• [Input records]

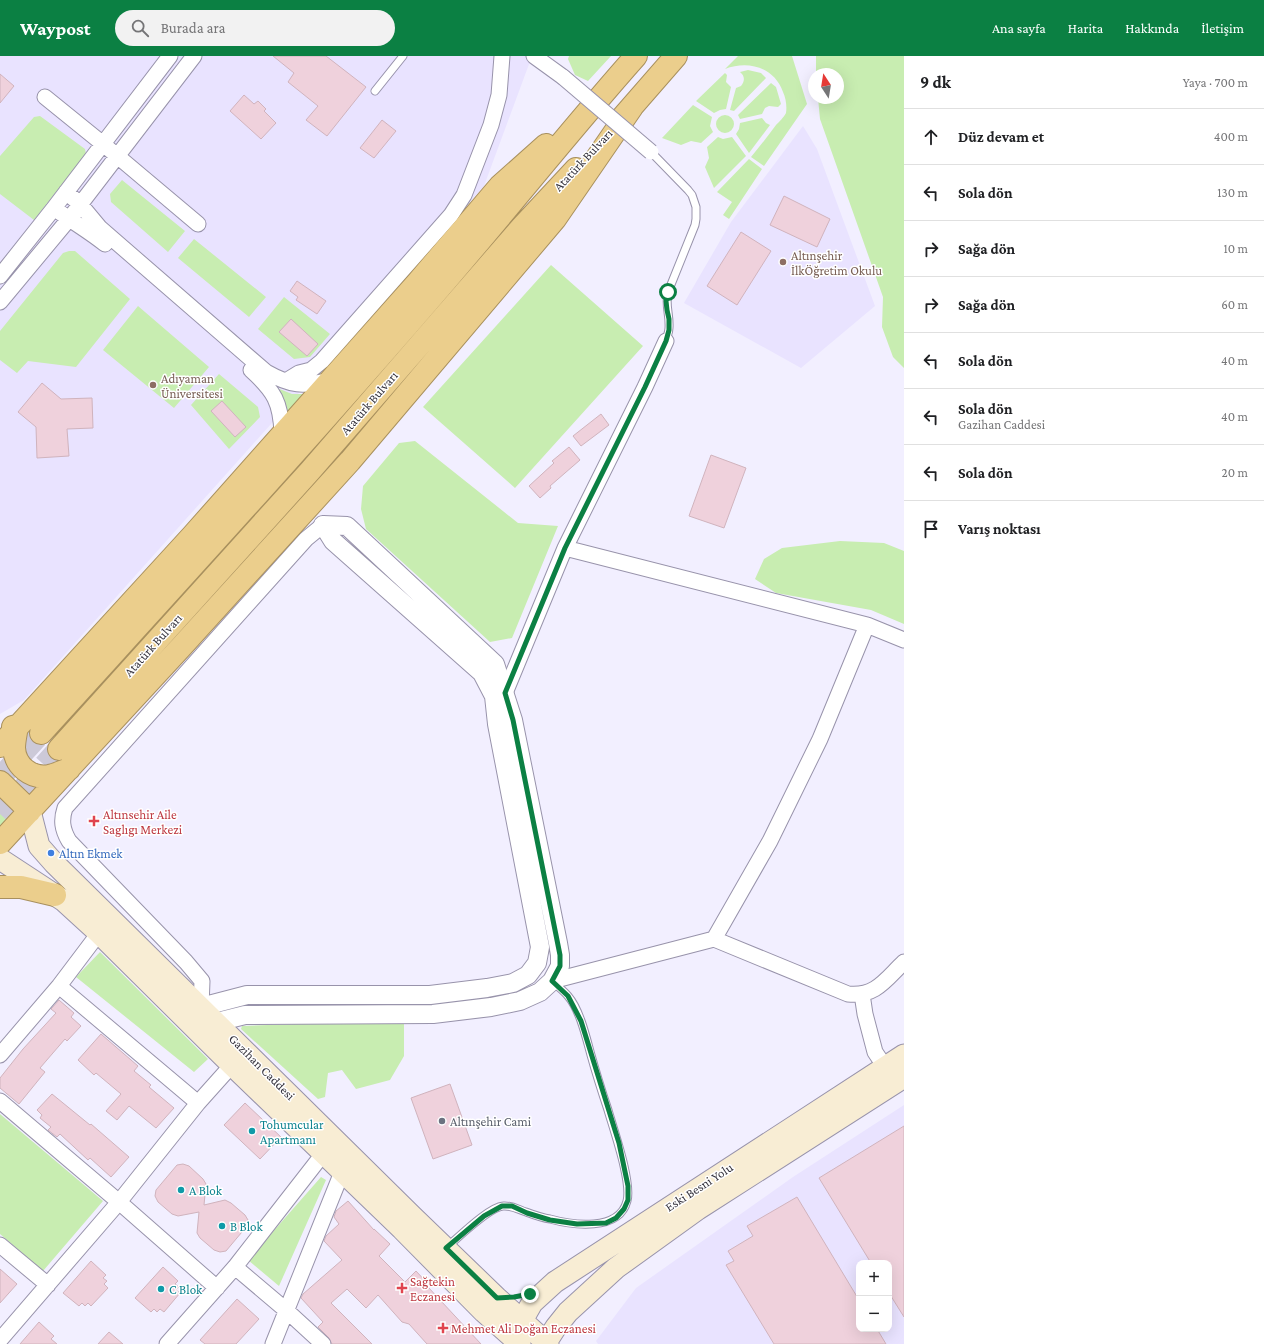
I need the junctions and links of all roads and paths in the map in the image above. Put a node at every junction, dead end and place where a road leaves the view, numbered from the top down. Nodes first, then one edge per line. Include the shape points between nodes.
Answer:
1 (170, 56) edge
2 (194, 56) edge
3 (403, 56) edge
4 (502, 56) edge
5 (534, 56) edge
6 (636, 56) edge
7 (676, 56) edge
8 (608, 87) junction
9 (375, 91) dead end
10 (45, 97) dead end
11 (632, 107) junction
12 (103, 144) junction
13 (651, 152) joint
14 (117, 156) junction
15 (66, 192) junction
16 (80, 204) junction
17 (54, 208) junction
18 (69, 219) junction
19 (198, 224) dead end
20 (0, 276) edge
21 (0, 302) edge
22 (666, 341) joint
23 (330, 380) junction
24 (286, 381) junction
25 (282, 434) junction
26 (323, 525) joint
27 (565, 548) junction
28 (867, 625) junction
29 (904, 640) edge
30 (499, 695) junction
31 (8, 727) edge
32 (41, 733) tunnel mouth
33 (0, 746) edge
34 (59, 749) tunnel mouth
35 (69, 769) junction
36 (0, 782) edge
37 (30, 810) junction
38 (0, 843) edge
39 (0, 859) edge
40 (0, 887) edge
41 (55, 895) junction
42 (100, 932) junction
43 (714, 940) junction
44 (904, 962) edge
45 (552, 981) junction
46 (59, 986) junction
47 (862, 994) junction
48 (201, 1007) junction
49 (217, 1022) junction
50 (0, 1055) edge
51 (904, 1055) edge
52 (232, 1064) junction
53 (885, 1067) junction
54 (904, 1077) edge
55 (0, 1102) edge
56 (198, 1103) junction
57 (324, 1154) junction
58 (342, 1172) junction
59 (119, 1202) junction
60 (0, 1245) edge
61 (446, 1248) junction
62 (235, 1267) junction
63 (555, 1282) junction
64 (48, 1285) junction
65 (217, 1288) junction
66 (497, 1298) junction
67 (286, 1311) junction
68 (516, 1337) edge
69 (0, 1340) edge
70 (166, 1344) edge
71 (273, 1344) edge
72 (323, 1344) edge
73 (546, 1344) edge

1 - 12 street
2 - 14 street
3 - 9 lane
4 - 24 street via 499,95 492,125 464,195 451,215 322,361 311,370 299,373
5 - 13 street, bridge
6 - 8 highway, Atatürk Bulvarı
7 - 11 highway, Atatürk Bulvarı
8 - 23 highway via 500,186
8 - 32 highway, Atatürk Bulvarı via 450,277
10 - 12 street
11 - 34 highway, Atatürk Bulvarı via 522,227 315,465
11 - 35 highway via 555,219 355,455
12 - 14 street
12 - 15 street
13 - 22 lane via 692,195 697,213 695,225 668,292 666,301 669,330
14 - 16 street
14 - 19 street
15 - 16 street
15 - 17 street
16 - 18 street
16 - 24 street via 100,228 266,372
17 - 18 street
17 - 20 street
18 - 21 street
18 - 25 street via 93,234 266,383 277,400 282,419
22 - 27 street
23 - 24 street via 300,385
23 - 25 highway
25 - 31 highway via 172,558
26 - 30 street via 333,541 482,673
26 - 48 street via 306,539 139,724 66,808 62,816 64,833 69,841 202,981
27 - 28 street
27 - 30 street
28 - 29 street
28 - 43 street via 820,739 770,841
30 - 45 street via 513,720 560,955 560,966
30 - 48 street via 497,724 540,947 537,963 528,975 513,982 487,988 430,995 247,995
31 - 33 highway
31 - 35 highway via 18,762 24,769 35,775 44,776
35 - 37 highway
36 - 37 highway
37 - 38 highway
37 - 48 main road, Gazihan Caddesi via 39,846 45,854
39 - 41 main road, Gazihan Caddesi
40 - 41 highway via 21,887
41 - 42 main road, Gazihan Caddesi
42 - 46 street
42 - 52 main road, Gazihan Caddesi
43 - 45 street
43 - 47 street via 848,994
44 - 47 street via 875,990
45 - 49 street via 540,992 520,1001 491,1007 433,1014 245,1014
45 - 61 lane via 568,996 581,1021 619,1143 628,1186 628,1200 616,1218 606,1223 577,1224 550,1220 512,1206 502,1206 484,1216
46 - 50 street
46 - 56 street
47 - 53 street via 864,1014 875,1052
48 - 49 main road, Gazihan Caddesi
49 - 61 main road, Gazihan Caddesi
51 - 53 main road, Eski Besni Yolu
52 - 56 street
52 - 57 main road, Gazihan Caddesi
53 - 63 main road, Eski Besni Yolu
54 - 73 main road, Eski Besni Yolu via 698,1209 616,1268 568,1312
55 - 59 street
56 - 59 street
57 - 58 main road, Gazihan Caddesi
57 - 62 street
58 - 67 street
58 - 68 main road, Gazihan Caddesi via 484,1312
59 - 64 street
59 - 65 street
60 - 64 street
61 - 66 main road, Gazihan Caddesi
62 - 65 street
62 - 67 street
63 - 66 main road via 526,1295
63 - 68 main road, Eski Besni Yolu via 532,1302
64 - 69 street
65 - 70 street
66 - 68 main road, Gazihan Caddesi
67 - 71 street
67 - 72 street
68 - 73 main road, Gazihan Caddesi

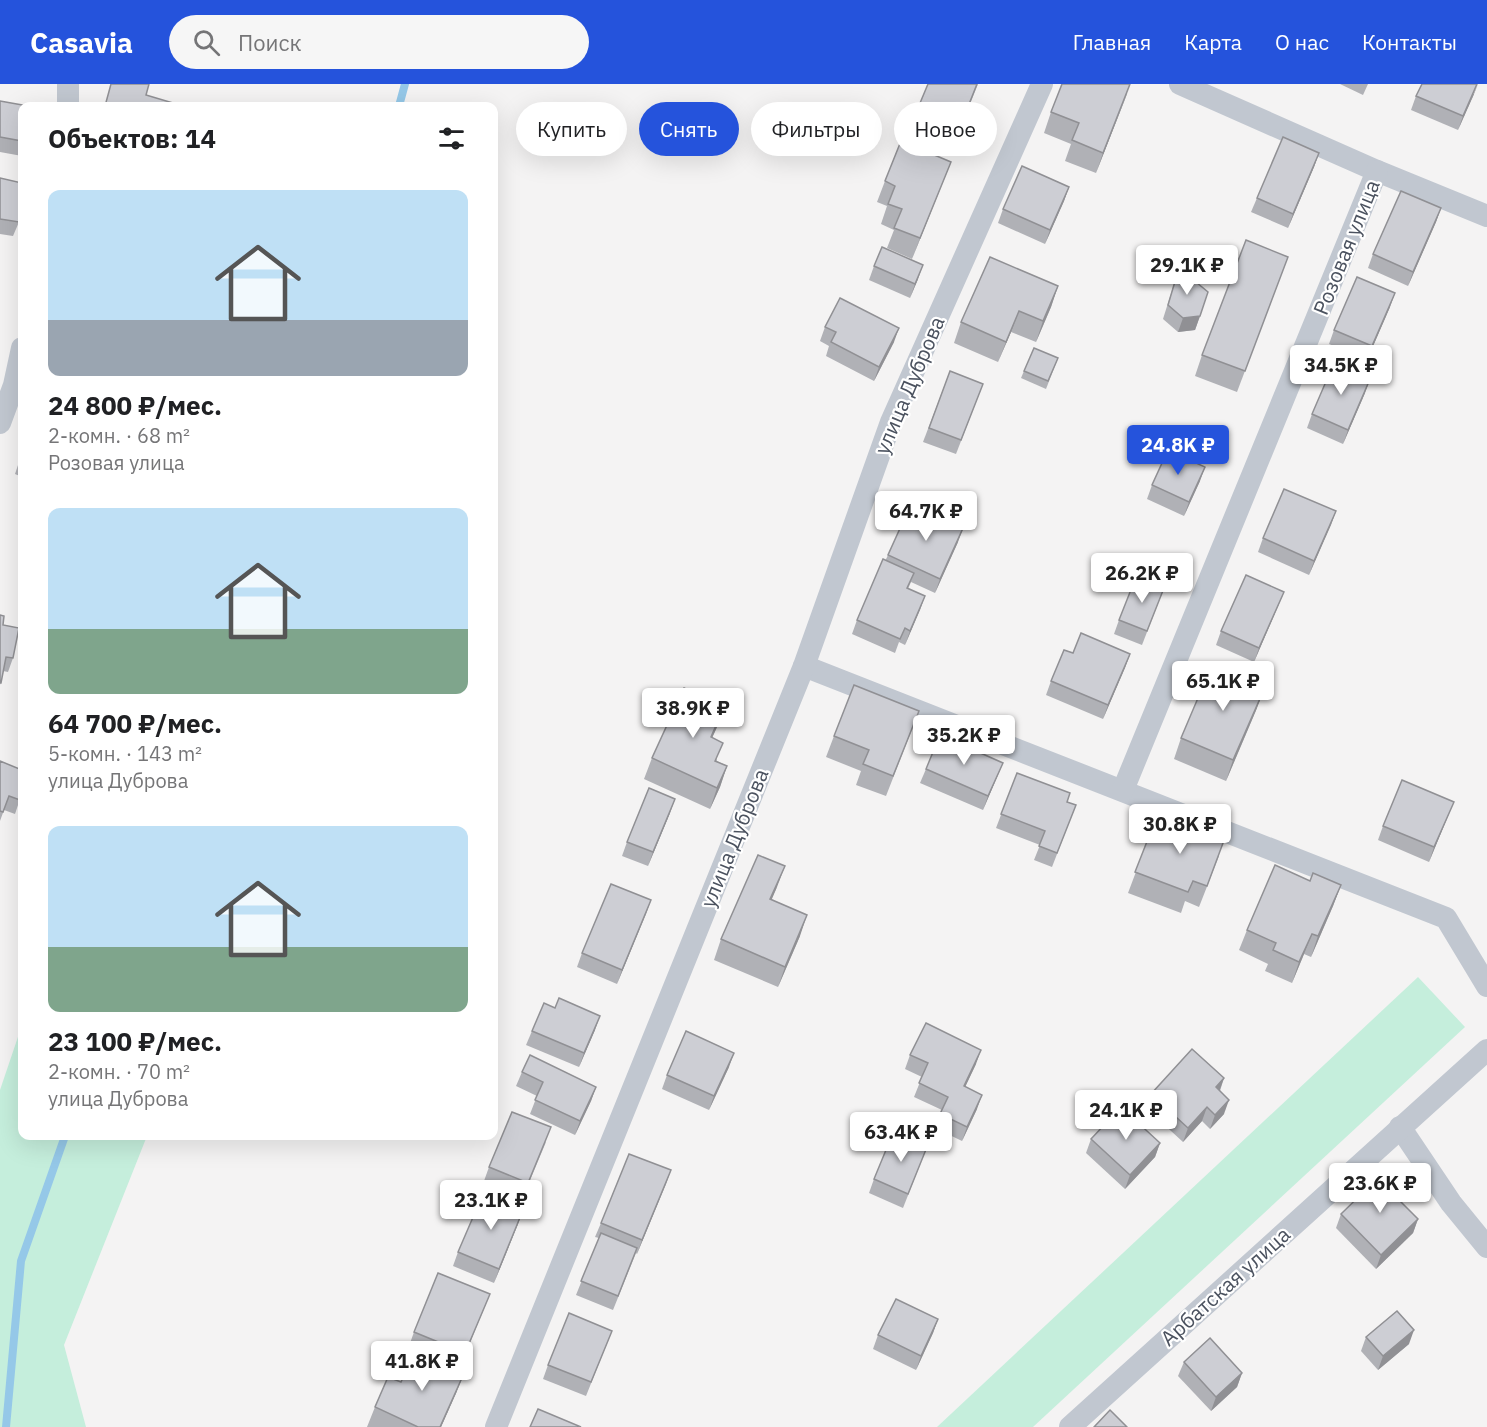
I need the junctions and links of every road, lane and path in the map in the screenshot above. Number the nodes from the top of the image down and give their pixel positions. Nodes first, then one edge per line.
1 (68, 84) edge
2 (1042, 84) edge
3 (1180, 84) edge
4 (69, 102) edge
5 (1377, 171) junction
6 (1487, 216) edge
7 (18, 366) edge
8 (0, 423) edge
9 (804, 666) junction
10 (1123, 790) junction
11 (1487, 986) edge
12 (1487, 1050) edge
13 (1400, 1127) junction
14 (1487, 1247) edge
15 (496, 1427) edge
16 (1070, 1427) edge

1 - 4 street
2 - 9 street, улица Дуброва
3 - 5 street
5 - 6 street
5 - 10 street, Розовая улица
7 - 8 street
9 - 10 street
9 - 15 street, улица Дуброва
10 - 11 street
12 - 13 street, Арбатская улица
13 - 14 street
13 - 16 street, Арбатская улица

• [Work order]
Set down all of the data word for word; no pictures belong in it.

• [Response box]
I need the junctions and links of all roads and paths in the map in the image above. Put a node at every junction, dead end and place where a road leaves the view, numbered from the top down. Nodes first, then one edge per line. Include the shape points between nodes.
Answer:
1 (170, 56) edge
2 (194, 56) edge
3 (403, 56) edge
4 (502, 56) edge
5 (534, 56) edge
6 (636, 56) edge
7 (676, 56) edge
8 (608, 87) junction
9 (375, 91) dead end
10 (45, 97) dead end
11 (632, 107) junction
12 (103, 144) junction
13 (651, 152) joint
14 (117, 156) junction
15 (66, 192) junction
16 (80, 204) junction
17 (54, 208) junction
18 (69, 219) junction
19 (198, 224) dead end
20 (0, 276) edge
21 (0, 302) edge
22 (666, 341) joint
23 (330, 380) junction
24 (286, 381) junction
25 (282, 434) junction
26 (323, 525) joint
27 (565, 548) junction
28 (867, 625) junction
29 (904, 640) edge
30 (499, 695) junction
31 (8, 727) edge
32 (41, 733) tunnel mouth
33 (0, 746) edge
34 (59, 749) tunnel mouth
35 (69, 769) junction
36 (0, 782) edge
37 (30, 810) junction
38 (0, 843) edge
39 (0, 859) edge
40 (0, 887) edge
41 (55, 895) junction
42 (100, 932) junction
43 (714, 940) junction
44 (904, 962) edge
45 (552, 981) junction
46 (59, 986) junction
47 (862, 994) junction
48 (201, 1007) junction
49 (217, 1022) junction
50 (0, 1055) edge
51 (904, 1055) edge
52 (232, 1064) junction
53 (885, 1067) junction
54 (904, 1077) edge
55 (0, 1102) edge
56 (198, 1103) junction
57 (324, 1154) junction
58 (342, 1172) junction
59 (119, 1202) junction
60 (0, 1245) edge
61 (446, 1248) junction
62 (235, 1267) junction
63 (555, 1282) junction
64 (48, 1285) junction
65 (217, 1288) junction
66 (497, 1298) junction
67 (286, 1311) junction
68 (516, 1337) edge
69 (0, 1340) edge
70 (166, 1344) edge
71 (273, 1344) edge
72 (323, 1344) edge
73 (546, 1344) edge

1 - 12 street
2 - 14 street
3 - 9 lane
4 - 24 street via 499,95 492,125 464,195 451,215 322,361 311,370 299,373
5 - 13 street, bridge
6 - 8 highway, Atatürk Bulvarı
7 - 11 highway, Atatürk Bulvarı
8 - 23 highway via 500,186
8 - 32 highway, Atatürk Bulvarı via 450,277
10 - 12 street
11 - 34 highway, Atatürk Bulvarı via 522,227 315,465
11 - 35 highway via 555,219 355,455
12 - 14 street
12 - 15 street
13 - 22 lane via 692,195 697,213 695,225 668,292 666,301 669,330
14 - 16 street
14 - 19 street
15 - 16 street
15 - 17 street
16 - 18 street
16 - 24 street via 100,228 266,372
17 - 18 street
17 - 20 street
18 - 21 street
18 - 25 street via 93,234 266,383 277,400 282,419
22 - 27 street
23 - 24 street via 300,385
23 - 25 highway
25 - 31 highway via 172,558
26 - 30 street via 333,541 482,673
26 - 48 street via 306,539 139,724 66,808 62,816 64,833 69,841 202,981
27 - 28 street
27 - 30 street
28 - 29 street
28 - 43 street via 820,739 770,841
30 - 45 street via 513,720 560,955 560,966
30 - 48 street via 497,724 540,947 537,963 528,975 513,982 487,988 430,995 247,995
31 - 33 highway
31 - 35 highway via 18,762 24,769 35,775 44,776
35 - 37 highway
36 - 37 highway
37 - 38 highway
37 - 48 main road, Gazihan Caddesi via 39,846 45,854
39 - 41 main road, Gazihan Caddesi
40 - 41 highway via 21,887
41 - 42 main road, Gazihan Caddesi
42 - 46 street
42 - 52 main road, Gazihan Caddesi
43 - 45 street
43 - 47 street via 848,994
44 - 47 street via 875,990
45 - 49 street via 540,992 520,1001 491,1007 433,1014 245,1014
45 - 61 lane via 568,996 581,1021 619,1143 628,1186 628,1200 616,1218 606,1223 577,1224 550,1220 512,1206 502,1206 484,1216
46 - 50 street
46 - 56 street
47 - 53 street via 864,1014 875,1052
48 - 49 main road, Gazihan Caddesi
49 - 61 main road, Gazihan Caddesi
51 - 53 main road, Eski Besni Yolu
52 - 56 street
52 - 57 main road, Gazihan Caddesi
53 - 63 main road, Eski Besni Yolu
54 - 73 main road, Eski Besni Yolu via 698,1209 616,1268 568,1312
55 - 59 street
56 - 59 street
57 - 58 main road, Gazihan Caddesi
57 - 62 street
58 - 67 street
58 - 68 main road, Gazihan Caddesi via 484,1312
59 - 64 street
59 - 65 street
60 - 64 street
61 - 66 main road, Gazihan Caddesi
62 - 65 street
62 - 67 street
63 - 66 main road via 526,1295
63 - 68 main road, Eski Besni Yolu via 532,1302
64 - 69 street
65 - 70 street
66 - 68 main road, Gazihan Caddesi
67 - 71 street
67 - 72 street
68 - 73 main road, Gazihan Caddesi

I need the junctions and links of every road, lane and path in the map in the screenshot above. Number the nodes from the top of the image down and give their pixel positions. Nodes first, then one edge per line.
1 (68, 84) edge
2 (1042, 84) edge
3 (1180, 84) edge
4 (69, 102) edge
5 (1377, 171) junction
6 (1487, 216) edge
7 (18, 366) edge
8 (0, 423) edge
9 (804, 666) junction
10 (1123, 790) junction
11 (1487, 986) edge
12 (1487, 1050) edge
13 (1400, 1127) junction
14 (1487, 1247) edge
15 (496, 1427) edge
16 (1070, 1427) edge

1 - 4 street
2 - 9 street, улица Дуброва
3 - 5 street
5 - 6 street
5 - 10 street, Розовая улица
7 - 8 street
9 - 10 street
9 - 15 street, улица Дуброва
10 - 11 street
12 - 13 street, Арбатская улица
13 - 14 street
13 - 16 street, Арбатская улица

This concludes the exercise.